[I've been off line most of the week so instead of participating in the discussion on the
Students First report card, I am, with apologies for the length, putting down my reaction in one big, ugly lump]
At some point in the past year, it became impossible to mount a serious defense of Paul Ryan. There had always been cracks in the facade -- numbers that didn't add up, unlikely claims, extremist quotes -- but most of these could be ignored and those that couldn't were invariably excused that Ryan was sincere, he was a serious budget guy and he was getting us to discuss important policy questions.
Eventually though, the discrepancies started to accumulate, and by the time we got the specifics (or non-specifics) of the Ryan budget and the close scrutiny of the campaign, the standard excuses simply weren't sufficient. This left a large number of journalists with a difficult choice: distance themselves from a politician they had invested great emotional and reputational capital in; or invest still more in increasingly strained defenses. The most memorable example of the first was William Saletan's amusing
break-up letter. The most embarrassing example of the second probably comes from
James Stewart.
In many ways, Michelle Rhee has occupied a Ryan-like niche in the education. Both started out as camera-friendly media darlings with highly marketable bipartisan appeal and reputations as serious problem-solvers. In both cases there were, from the beginning, troubling details that undercut these reputations but at the time these details never got much traction. As with Ryan and fiscal responsibility, criticizing Rhee was often read as indifference towards the education gap.

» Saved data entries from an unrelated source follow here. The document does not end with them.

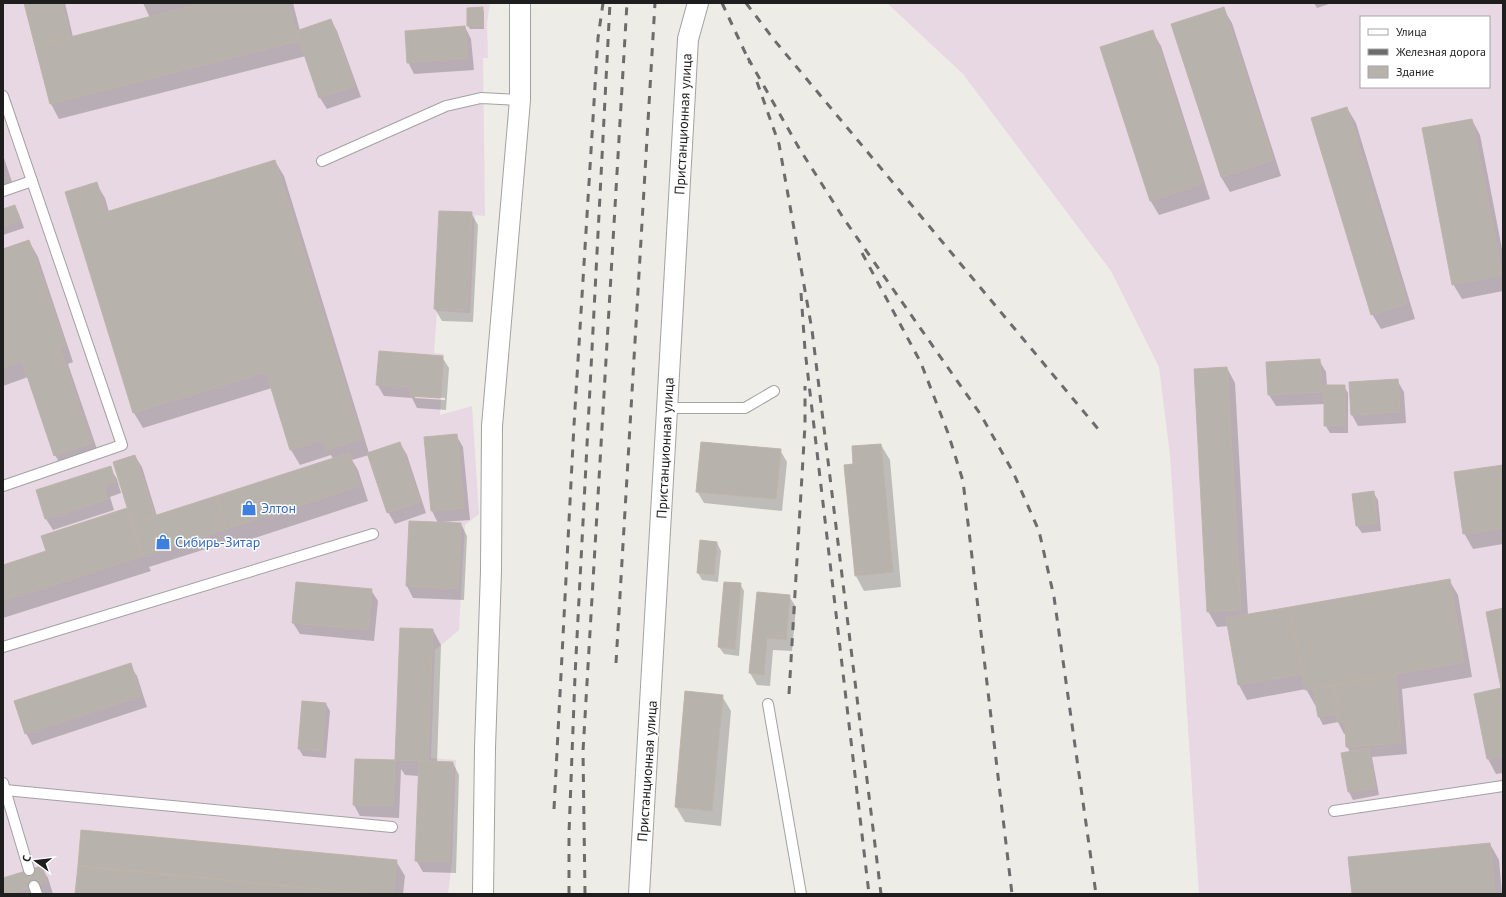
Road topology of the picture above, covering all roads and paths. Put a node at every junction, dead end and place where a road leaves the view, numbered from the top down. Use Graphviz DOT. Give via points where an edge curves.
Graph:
graph roads {
  1 [pos="520,3"];
  2 [pos="698,3"];
  3 [pos="3,96"];
  4 [pos="520,100"];
  5 [pos="322,160"];
  6 [pos="32,181"];
  7 [pos="3,190"];
  8 [pos="774,391"];
  9 [pos="666,408"];
  10 [pos="3,486"];
  11 [pos="374,534"];
  12 [pos="3,647"];
  13 [pos="768,704"];
  14 [pos="4,786"];
  15 [pos="1503,786"];
  16 [pos="1334,810"];
  17 [pos="392,827"];
  18 [pos="29,870"];
  19 [pos="483,894"];
  20 [pos="639,894"];
  21 [pos="801,894"];
  1 -- 4 [label="street"];
  2 -- 9 [label="street, Пристанционная улица" via="688,39"];
  3 -- 6 [label="lane"];
  4 -- 5 [label="lane" via="481,98 446,106"];
  4 -- 19 [label="street" via="492,426 492,572"];
  6 -- 7 [label="lane"];
  6 -- 10 [label="lane" via="122,445"];
  8 -- 9 [label="lane" via="745,408"];
  9 -- 20 [label="street, Пристанционная улица"];
  11 -- 12 [label="lane"];
  13 -- 21 [label="lane"];
  14 -- 17 [label="lane"];
  14 -- 18 [label="lane"];
  15 -- 16 [label="lane"];
}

But, as they did with Ryan, nagging questions started to accumulate. There were incidents that seemed to show Rhee
abusing her authority. There were questions about
cheating under her watch. There was increasingly pointed anti-teacher rhetoric. There was the aggressive pursuit of self-advancement. At each stage, more of Rhee's liberal supporters started getting uncomfortable.
For many, such as the New Republic's
Seyward Darby, the tipping point came when Rhee partnered with Florida's Rick Scott. Before Scott, Rhee's liberal supporters had taken the position had been that she was tough on teachers, but reluctantly, and only because it was necessary in order to improve education. With Scott these outcomes were reversed. He was willing to pursue a "reform" agenda if it hurt a faction he saw as hostile.
The alliance with Scott and similar figures alienated some supporters on the left, but it still allowed the possibility that Rhee was acting in good faith. With the release of the Students First state report card, even that is gone. There is not even a pretense that this is about anything other than promoting Rhee and her allies. The Washington Post had a
good summary.
In Rhee’s grading system, the D.C. school system that is implementing the reforms she instituted got a higher grade than the states of Maryland and Virginia — which consistently are at or near the top of lists of high-performing states — and Virginia. Maryland got a D-plus. Virginia got a D-minus. The District? The urban system with the highest achievement gap in the country? It got a C-plus.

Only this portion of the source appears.